THE PROBLEM:
Of the material below, the lines to be retyped are those from the line containing "ctx.fillRect(0, 474, 70, 70);" through the line containing "700, 39, 39);", inclusive; reproduce them exactly.

#### RECORD EXTRACTS

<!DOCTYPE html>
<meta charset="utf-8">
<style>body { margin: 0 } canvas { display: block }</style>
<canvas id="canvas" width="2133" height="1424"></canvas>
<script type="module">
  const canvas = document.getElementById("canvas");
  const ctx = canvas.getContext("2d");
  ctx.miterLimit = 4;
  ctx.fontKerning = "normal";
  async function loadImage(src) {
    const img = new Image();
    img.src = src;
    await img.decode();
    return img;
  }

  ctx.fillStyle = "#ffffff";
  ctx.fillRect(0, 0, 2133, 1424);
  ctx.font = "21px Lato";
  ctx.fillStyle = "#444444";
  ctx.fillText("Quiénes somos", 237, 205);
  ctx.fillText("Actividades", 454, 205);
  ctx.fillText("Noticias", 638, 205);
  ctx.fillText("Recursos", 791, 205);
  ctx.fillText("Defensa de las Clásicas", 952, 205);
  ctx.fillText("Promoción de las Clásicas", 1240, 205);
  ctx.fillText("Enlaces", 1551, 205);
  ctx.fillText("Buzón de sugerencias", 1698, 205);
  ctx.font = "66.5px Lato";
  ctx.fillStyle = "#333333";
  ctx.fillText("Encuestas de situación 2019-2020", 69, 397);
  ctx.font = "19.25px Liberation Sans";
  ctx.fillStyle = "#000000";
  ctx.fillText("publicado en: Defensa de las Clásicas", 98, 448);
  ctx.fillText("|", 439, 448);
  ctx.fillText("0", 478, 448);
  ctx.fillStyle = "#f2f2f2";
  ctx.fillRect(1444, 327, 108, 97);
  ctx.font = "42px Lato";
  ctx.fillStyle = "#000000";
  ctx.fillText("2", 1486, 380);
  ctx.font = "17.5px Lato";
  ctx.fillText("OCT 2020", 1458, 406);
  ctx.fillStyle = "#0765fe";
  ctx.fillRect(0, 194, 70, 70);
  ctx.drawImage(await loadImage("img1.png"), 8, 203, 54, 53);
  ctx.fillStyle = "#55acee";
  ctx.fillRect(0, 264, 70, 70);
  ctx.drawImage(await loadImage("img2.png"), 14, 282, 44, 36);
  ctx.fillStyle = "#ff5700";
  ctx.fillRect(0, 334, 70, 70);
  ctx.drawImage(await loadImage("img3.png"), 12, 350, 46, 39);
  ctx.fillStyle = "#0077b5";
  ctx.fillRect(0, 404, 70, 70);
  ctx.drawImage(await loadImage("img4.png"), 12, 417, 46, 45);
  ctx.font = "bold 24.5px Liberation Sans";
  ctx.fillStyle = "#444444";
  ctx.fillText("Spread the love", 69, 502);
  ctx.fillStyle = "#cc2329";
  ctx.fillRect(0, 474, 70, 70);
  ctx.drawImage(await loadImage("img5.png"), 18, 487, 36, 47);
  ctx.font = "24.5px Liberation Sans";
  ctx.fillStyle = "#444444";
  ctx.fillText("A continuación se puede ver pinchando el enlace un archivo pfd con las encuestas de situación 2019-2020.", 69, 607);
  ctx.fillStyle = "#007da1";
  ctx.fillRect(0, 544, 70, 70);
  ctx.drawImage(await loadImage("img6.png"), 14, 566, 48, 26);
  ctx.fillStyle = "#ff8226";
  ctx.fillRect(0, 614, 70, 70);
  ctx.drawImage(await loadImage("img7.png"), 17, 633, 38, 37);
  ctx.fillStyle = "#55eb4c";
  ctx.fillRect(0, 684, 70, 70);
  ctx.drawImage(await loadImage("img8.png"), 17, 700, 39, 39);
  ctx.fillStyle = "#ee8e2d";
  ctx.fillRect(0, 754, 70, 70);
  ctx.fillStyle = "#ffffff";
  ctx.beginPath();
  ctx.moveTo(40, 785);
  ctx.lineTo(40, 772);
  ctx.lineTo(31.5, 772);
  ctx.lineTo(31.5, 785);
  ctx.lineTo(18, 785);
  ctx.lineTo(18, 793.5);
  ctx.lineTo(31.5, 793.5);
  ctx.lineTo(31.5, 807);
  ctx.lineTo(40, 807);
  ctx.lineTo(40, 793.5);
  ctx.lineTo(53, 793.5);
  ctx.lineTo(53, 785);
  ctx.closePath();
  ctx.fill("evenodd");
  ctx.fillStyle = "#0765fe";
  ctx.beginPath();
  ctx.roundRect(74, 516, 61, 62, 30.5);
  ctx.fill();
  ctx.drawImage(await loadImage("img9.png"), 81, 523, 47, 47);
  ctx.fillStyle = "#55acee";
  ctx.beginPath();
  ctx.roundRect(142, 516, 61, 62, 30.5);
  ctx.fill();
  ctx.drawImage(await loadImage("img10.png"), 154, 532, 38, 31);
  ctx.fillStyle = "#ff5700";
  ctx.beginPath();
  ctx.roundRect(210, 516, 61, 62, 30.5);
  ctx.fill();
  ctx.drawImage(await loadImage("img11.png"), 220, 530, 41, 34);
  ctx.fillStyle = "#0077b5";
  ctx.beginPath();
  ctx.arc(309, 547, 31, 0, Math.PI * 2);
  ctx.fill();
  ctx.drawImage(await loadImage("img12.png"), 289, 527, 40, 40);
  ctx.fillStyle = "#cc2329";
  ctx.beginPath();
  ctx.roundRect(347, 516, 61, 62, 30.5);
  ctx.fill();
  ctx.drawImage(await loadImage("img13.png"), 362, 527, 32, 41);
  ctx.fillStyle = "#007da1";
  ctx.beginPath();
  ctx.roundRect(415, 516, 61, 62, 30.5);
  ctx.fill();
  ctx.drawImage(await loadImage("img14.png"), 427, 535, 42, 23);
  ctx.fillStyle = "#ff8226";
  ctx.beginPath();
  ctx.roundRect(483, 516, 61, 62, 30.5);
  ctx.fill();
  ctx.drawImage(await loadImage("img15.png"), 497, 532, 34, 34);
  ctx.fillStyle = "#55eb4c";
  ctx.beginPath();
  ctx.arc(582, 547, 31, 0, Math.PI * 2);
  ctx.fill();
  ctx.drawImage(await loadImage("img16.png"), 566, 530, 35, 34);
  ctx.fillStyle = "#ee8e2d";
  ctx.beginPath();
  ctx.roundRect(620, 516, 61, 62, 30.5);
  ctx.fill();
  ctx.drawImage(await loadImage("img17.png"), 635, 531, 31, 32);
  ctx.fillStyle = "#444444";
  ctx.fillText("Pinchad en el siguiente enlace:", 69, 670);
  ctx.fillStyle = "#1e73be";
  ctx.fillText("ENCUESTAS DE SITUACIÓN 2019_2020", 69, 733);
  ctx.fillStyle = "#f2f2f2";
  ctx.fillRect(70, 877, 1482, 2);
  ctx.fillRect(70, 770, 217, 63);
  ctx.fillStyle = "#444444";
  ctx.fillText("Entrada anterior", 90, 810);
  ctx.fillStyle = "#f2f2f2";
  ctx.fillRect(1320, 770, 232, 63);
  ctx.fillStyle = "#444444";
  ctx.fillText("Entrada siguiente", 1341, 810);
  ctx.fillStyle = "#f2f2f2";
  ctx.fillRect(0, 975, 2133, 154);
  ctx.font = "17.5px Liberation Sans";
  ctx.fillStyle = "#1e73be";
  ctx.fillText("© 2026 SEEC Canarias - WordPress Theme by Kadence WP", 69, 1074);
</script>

########

RESULT:
  ctx.fillRect(0, 474, 70, 70);
  ctx.drawImage(await loadImage("img5.png"), 18, 487, 36, 47);
  ctx.font = "24.5px Liberation Sans";
  ctx.fillStyle = "#444444";
  ctx.fillText("A continuación se puede ver pinchando el enlace un archivo pfd con las encuestas de situación 2019-2020.", 69, 607);
  ctx.fillStyle = "#007da1";
  ctx.fillRect(0, 544, 70, 70);
  ctx.drawImage(await loadImage("img6.png"), 14, 566, 48, 26);
  ctx.fillStyle = "#ff8226";
  ctx.fillRect(0, 614, 70, 70);
  ctx.drawImage(await loadImage("img7.png"), 17, 633, 38, 37);
  ctx.fillStyle = "#55eb4c";
  ctx.fillRect(0, 684, 70, 70);
  ctx.drawImage(await loadImage("img8.png"), 17, 700, 39, 39);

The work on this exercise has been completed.